Wu et al. emphasized the antioxidant properties of theophylline and theobromine, underscoring their potential to mitigate oxidative stress. Numerous studies have corroborated the ability of these compounds to reduce the production of ROS, further supporting their therapeutic benefits (
16). Similarly, our results suggest that theophylline demonstrates antioxidant properties and may be effective in mitigating vancomycin-induced nephrotoxicity. In a systematic review, Bagshaw and Ghali investigated the role of theophylline in preventing CIN and identified evidence supporting its potential efficacy in reducing CIN, particularly in moderate- to high-risk patients undergoing coronary angiography or angioplasty (
3). The pathophysiology of CIN involves hypoxic injury to the renal medulla, driven by three interconnected mechanisms: The hemodynamic effects of contrast media (CM), the production of ROS and free radicals, and the direct cytotoxic effects of CM molecules on tubular cells (
27). Notably, the mechanisms underlying CIN and vancomycin-induced nephrotoxicity exhibit significant similarities, and the protective role of theophylline in both conditions is well-documented.
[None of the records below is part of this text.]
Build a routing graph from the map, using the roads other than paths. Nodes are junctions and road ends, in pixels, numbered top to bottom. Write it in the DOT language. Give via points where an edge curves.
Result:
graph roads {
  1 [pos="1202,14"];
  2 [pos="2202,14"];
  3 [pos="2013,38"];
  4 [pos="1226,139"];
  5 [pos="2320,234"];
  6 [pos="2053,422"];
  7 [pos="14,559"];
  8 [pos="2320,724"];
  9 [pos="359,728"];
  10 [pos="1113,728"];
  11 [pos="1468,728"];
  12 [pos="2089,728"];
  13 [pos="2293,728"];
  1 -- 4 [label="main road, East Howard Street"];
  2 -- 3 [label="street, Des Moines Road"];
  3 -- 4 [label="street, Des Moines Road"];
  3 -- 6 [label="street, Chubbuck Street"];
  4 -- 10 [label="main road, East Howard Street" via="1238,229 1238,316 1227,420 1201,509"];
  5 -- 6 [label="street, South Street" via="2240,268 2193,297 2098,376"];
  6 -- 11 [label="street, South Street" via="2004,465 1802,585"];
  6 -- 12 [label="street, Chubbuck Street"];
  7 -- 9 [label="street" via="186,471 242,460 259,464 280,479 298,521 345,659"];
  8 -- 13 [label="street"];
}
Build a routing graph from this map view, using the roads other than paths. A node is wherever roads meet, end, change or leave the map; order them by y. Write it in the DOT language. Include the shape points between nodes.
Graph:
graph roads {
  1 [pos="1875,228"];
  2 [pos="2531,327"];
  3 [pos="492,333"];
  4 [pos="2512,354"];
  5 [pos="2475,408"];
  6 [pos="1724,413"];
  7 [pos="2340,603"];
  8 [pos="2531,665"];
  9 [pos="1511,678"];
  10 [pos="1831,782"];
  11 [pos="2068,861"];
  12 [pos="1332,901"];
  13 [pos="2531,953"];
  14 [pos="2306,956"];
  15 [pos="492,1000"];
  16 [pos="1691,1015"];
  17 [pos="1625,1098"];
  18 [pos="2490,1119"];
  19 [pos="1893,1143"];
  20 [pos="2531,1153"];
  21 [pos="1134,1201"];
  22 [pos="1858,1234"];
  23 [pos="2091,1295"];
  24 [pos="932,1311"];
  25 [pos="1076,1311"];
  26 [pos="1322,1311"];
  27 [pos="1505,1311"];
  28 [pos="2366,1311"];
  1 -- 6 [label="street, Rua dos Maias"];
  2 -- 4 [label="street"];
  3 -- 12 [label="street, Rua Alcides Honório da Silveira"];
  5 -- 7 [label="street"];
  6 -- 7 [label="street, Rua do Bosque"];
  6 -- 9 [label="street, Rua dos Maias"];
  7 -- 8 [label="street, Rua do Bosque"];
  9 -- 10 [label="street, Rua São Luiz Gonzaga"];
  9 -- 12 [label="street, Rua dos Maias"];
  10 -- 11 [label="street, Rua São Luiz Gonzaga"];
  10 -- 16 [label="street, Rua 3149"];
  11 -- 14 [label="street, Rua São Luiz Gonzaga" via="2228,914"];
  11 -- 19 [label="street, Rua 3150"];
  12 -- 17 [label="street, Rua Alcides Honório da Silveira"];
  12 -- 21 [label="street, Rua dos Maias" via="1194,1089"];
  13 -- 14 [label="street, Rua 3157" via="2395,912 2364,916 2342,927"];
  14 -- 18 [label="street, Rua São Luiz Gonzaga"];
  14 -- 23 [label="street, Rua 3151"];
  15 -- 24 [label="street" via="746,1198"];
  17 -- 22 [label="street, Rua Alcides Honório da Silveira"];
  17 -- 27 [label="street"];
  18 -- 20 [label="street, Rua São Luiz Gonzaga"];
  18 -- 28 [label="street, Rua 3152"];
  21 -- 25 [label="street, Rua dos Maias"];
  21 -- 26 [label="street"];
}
In our study, the control group demonstrated a progressive increase in BUN and microalbumin levels, along with a decline in eGFR over time. In contrast, the theophylline treatment group exhibited significant improvements in these parameters throughout the 30-day observation period (P < 0.05).
5.1. Limitations
This study has several limitations that warrant consideration. The primary limitation is the small sample size, which restricts the generalizability of the findings and underscores the need for further validation through larger, more robust clinical trials. These trials should prioritize clinically relevant outcomes such as KDIGO-defined AKI to better elucidate theophylline's potential in preventing vancomycin-induced AKI. Additionally, the clinical safety of theophylline across various dosing regimens requires comprehensive evaluation before any reconsideration of its use in clinical practice. Another significant limitation was the inability to measure vancomycin and theophylline levels at this center, which could have provided valuable insights into their pharmacokinetic interactions and potential dose-response relationships. We have now explicitly stated the lack of pharmacokinetic monitoring as a major limitation in the Discussion. Furthermore, the study did not assess the ratio of microalbumin to creatinine, a more sensitive and reliable index for detecting early kidney injury. Although microalbumin levels decreased in the intervention group, they remained within the normal range, limiting the ability to draw definitive conclusions about theophylline's renoprotective effects. The clinical significance of the observed biomarker changes therefore remains uncertain. Furthermore, the single-blind design where clinicians were not blinded could have introduced potential for performance bias, although outcome assessors were blinded. Although an ITT analysis supported our findings, the replacement of dropouts in the per-protocol analysis is a methodological limitation that may introduce bias. These limitations highlight the need for more rigorous and detailed investigations in future studies. These findings should be interpreted as hypothesis-generating and require confirmation in larger, independently conducted RCTs with pharmacokinetic monitoring and clinical renal endpoints.
5.2. Conclusions
In conclusion, the findings from this preliminary trial suggest that theophylline may hold promise in modulating surrogate biomarkers of renal function and injury during vancomycin therapy. However, the clinical relevance of these biomarker changes is not established, as values remained within normal limits and no formal AKI endpoint was used. Further research with more robust designs, including standardized AKI definitions, pharmacokinetic monitoring, and clinical endpoints, is essential to confirm these results and definitively assess its clinical applicability.